TREATMENT OF PRIMARY GIST

Surgical Resection
The principal treatment of a patient with a primary GIST is complete surgical resection. The tumor is often fragile, especially if it is large or there is extensive intratumoral hemorrhage or necrosis. Therefore, preoperative biopsy is used selectively to avoid the risk of rupture, bleeding, or tumor extravasation. Meticulous surgical technique is necessary to avoid intraoperative tumor rupture, which is associated with a poor prognosis.⁹ Usually, only a wedge or segmental resection of the underlying organ is required because GISTs tend to protrude from the tissue of origin and displace surrounding structures, unlike other intra-abdominal malignancies, which are often invasive. Consequently, negative surgical margins are usually attained. However, the importance of negative microscopic margins on the resected organ is dubious when there is a massive (e.g., 15-cm) GIST that is free to shed cells throughout the abdomen. Lymphadenectomy is not performed routinely in patients with GIST because lymph node metastases are rare.

Many of the published results of surgical resection in patients with primary GIST have several limitations.

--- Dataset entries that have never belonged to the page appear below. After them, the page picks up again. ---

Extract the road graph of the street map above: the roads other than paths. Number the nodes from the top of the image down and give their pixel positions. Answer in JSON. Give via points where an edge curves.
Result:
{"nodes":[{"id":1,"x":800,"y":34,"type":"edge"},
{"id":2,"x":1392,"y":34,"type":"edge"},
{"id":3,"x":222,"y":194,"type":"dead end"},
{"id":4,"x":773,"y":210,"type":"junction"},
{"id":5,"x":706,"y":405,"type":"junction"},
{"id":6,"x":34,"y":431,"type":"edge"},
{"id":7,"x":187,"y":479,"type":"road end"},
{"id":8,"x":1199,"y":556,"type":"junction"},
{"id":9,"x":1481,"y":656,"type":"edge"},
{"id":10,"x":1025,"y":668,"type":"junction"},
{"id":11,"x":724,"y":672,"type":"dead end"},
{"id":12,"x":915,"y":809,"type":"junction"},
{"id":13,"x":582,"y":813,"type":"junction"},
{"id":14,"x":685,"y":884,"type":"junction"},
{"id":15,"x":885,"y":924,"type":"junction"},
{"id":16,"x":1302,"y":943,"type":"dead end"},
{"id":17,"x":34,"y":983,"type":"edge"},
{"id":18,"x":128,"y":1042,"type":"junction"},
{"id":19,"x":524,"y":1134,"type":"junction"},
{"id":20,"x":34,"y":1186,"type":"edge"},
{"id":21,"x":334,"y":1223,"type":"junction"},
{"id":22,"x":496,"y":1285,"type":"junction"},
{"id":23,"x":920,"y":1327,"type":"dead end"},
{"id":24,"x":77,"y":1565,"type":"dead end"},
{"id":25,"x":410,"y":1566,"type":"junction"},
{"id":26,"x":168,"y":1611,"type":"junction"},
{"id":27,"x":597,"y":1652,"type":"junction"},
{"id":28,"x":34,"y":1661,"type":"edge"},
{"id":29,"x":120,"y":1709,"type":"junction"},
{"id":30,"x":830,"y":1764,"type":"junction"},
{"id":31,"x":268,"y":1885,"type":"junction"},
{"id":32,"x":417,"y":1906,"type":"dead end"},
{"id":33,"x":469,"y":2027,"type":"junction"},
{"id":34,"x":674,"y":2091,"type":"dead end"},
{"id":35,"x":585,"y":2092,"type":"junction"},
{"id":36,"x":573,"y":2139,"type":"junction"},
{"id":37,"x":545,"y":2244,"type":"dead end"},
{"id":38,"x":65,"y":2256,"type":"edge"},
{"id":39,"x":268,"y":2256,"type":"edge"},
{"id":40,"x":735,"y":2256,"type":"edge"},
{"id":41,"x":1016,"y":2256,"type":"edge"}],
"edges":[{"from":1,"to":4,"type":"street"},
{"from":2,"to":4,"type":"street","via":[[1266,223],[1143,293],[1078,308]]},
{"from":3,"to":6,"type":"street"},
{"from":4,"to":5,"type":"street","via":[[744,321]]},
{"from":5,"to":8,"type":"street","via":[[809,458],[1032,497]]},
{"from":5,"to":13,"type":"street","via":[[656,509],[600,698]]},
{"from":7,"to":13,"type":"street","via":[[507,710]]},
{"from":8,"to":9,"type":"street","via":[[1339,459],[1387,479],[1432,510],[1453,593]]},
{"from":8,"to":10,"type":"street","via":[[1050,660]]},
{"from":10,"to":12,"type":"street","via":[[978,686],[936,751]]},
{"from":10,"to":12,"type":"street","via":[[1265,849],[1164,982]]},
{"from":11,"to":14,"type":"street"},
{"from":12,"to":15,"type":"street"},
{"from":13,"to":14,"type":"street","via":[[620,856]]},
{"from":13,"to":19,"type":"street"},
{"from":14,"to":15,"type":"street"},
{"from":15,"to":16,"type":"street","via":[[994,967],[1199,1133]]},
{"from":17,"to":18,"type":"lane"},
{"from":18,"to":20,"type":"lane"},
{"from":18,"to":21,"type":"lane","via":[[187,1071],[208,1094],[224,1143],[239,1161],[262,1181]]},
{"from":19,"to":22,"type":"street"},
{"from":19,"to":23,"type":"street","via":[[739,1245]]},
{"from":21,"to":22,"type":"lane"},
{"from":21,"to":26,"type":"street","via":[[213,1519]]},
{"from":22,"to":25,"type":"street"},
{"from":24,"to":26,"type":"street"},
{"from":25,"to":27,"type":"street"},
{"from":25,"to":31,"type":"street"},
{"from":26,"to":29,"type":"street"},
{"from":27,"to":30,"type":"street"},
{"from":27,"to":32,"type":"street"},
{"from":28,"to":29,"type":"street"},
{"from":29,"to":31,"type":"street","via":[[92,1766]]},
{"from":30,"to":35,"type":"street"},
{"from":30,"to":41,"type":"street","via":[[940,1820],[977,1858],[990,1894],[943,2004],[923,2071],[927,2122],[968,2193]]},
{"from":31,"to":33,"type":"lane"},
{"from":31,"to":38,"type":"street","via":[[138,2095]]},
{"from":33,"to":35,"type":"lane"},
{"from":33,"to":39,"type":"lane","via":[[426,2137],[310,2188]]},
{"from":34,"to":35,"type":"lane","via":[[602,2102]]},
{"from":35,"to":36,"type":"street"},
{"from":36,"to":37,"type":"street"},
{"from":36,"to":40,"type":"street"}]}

First, most of the series contain few patients because the disease is uncommon, and the experience at a single institution is therefore limited. To compensate for the small numbers, investigators often collectively analyze patients with primary disease and those with recurrent or metastatic disease. Most of the published results are also confounded by the inclusion of patients with other intra-abdominal sarcomas (leiomyosarcoma in particular) because of the previous difficulties in the diagnosis and classification of GIST.

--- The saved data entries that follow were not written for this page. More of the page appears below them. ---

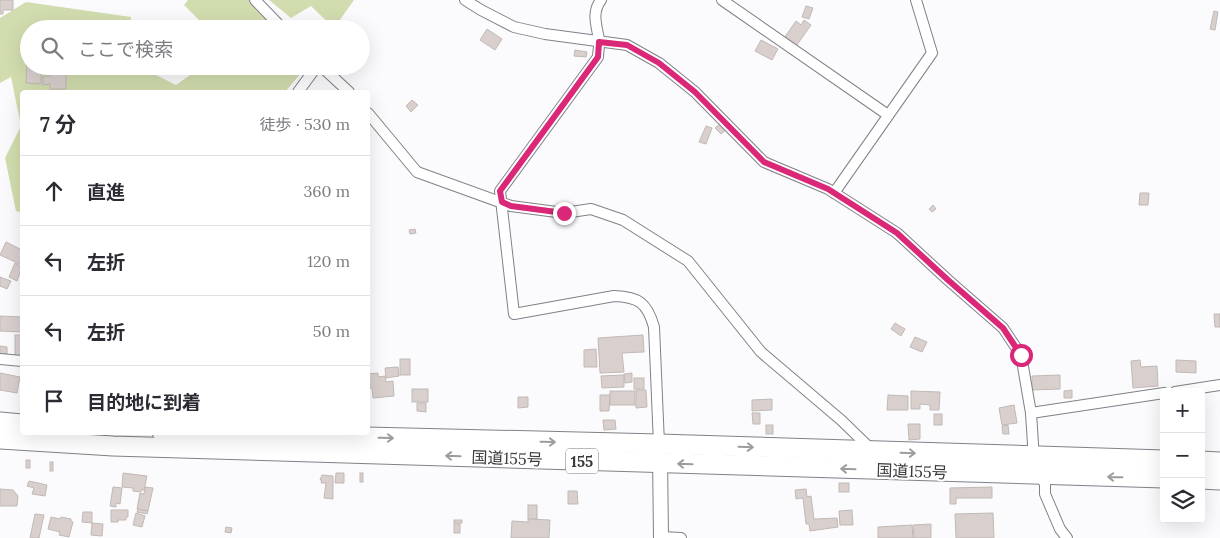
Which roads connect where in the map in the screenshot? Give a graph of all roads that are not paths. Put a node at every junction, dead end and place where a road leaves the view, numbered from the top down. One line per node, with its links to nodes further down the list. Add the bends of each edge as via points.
1 (255, 0): 6 (street)
2 (465, 0): 7 (street, via 514,26)
3 (601, 0): 7 (street, via 594,22)
4 (722, 0): 13 (street)
5 (916, 0): 13 (street, via 932,52)
6 (274, 20)
7 (599, 42): 14 (street, via 627,45 659,63 695,92 764,162); 15 (street, via 598,57 500,191)
8 (310, 75): 10 (street)
9 (330, 75): 11 (street)
10 (299, 90)
11 (347, 90)
12 (370, 115): 15 (street, via 417,172)
13 (888, 115): 14 (street)
14 (834, 193): 21 (street, via 897,233 1003,328 1021,355)
15 (502, 202): 26 (street, via 514,314 614,296 630,297 641,302 650,312 654,327); 27 (street, via 564,213 591,209 623,220 688,261 761,352)
16 (0, 359): 17 (street)
17 (20, 361)
18 (1220, 385): 19 (street)
19 (1201, 388)
20 (1160, 394): 21 (street)
21 (1031, 413): 28 (street)
22 (0, 422): 23 (highway)
23 (20, 424)
24 (326, 435): 26 (highway, 国道155号 / 155, one-way to 26)
25 (0, 439): 32 (highway, 国道155号 / 155, one-way to 25, via 123,447)
26 (660, 444): 27 (highway, 国道155号 / 155, one-way to 27); 32 (street)
27 (874, 452): 28 (highway, 国道155号 / 155, one-way to 28)
28 (1032, 456): 29 (highway, 国道155号 / 155); 33 (street)
29 (1160, 460)
30 (1205, 461): 31 (highway)
31 (1220, 461)
32 (660, 463): 33 (highway, 国道155号 / 155, one-way to 32); 37 (street)
33 (1039, 475): 34 (highway, 国道155号 / 155, one-way to 33); 39 (street, via 1060,529)
34 (1160, 478)
35 (1205, 479): 36 (highway)
36 (1220, 480)
37 (661, 537): 38 (street)
38 (681, 538)
39 (1067, 538)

Recently, investigators at Memorial Sloan-Kettering Cancer Center (MSKCC) reported a series of 200 patients who were treated and followed up prospectively.⁶ Of 93 patients who presented with a primary tumor and lacked metastasis, 80 (86%) were able to undergo complete surgical resection of their disease. These 80 patients were analyzed further. Their 5-year disease-specific survival rate was 54%. Tumor size was an independent prognostic factor of survival on multivariate analysis. Patients with tumors larger than 10 cm had a relative risk of 2.5 (95% confidence interval, 1.2–5.5) and only a 20% actuarial 5-year survival (Fig. 2). An older series from the M. D. Anderson Cancer Center with much longer follow-up showed similar findings.⁹ In addition to tumor size, mitotic rate, location, and tumor rupture, a variety of other prognostic factors have been identified, including aneuploidy, proliferative index, and percentage S-phase fraction.⁸

View larger version (14K): [in this window] [in a new window]   FIG. 2. Disease-specific survival after complete resection of primary gastrointestinal stromal tumor (GIST) in relation to tumor size. Eighty patients underwent complete resection of a primary GIST. Patients with tumors >10 cm (n = 27) had a lower survival rate than those with 5- to 10-cm tumors (n = 30) or <5-cm tumors (n = 23). (Reproduced with permission from DeMatteo et al. Two hundred gastrointestinal stromal tumors: recurrence patterns and prognostic factors for survival. Ann Surg 2000;231:51–8; Copyrighted 2000, Lippincott Williams & Wilkins).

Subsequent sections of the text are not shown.